Dossier publication ARMS : Diabète et sportLes symptômes du diabète sont la fatigue, qui peut parfois se manifester par des faiblesses musculaires (des jambes qui ne portent plus, un bras difficile à lever…), la faim, la soif, associée à un besoin d’uriner fréquemment, parfois une perte de poids, une cicatrisation lente, difficulté de concentration.

b- Description médicale

Le diabète est une présence trop importante de glucose (sucre) dans le sang. Le glucose a besoin d’insuline (une hormone fabriquée par le pancréas, glande située près de l’estomac) pour passer du sang aux cellules, afin de pouvoir être utilisé par ces cellules. Une personne diabétique manque d’insuline.
Il existe trois types de diabète.

- Diabète de type 1, ou diabète insulino-dépendant (DID) : le diabète de type 1 apparaît le plus souvent chez des personnes jeunes (jusqu’à 35-40 ans). Dans ce type de diabète, le pancréas de la personne malade ne fabrique plus du tout d’insuline. Et pour cause : les cellules bêta (cellules ß) qui, dans le pancréas, fabrique l’insuline, ont été détruites par le système immunitaire du malade. Le système immunitaire est normalement ce qui permet à chacun de lutter contre les maladies. On n’explique pas, pour le moment, ce rejet des cellules ß par le corps. En tous cas, une chose est sûre : plus de cellules ß, plus d’insuline, donc plus de moyen pour le glucose de passer du sang aux cellules, donc trop de glucose dans le sang et pas assez dans les cellules ; bref, le diabète. Ce type de diabète représente 10% des diabétiques.

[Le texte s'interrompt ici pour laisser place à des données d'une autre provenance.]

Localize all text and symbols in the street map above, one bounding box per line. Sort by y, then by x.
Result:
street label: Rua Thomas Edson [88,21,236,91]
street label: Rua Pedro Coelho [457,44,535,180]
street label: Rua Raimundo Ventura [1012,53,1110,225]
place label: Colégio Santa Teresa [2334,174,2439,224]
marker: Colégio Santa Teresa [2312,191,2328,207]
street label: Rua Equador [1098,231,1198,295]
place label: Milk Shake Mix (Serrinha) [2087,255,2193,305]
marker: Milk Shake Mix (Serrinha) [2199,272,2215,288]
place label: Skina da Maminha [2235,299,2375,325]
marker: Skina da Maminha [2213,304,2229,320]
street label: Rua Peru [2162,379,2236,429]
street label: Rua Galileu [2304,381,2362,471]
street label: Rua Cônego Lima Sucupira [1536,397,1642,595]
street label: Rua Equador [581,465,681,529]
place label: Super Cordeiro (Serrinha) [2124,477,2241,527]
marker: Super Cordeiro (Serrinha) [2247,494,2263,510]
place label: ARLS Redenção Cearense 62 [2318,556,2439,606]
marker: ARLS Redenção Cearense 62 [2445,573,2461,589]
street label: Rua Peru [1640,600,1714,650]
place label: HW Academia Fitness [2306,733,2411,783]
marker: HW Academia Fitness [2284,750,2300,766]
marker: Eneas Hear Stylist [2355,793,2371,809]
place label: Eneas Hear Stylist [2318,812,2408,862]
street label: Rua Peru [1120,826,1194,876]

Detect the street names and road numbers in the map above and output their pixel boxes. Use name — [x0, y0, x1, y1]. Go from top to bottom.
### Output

- Diabète de type 2, ou diabète non insulino-dépendant (DNID) : ce diabète apparaît généralement plus tard, à partir de 40 ans. Dans ce type de diabète, la fabrication d’insuline ne s’arrête pas complètement, mais en partie seulement. De plus, les cellules sont moins sensibles à l’insuline : donc, il faut plus d’insuline pour faire passer autant de glucose du sang aux cellules. Plusieurs causes pour ce type de diabète : facteur héréditaire, embonpoint, manque d’activité.

- Diabète de type 3, ce diabète est un peu particulier et rare. Dans ce cas, le pancréas est attaqué par une autre maladie et ne peut donc plus produire d’insuline (ou moins). La maladie responsable peut être une pancréatite, une maladie génétique (héréditaire), une allergie ou autre.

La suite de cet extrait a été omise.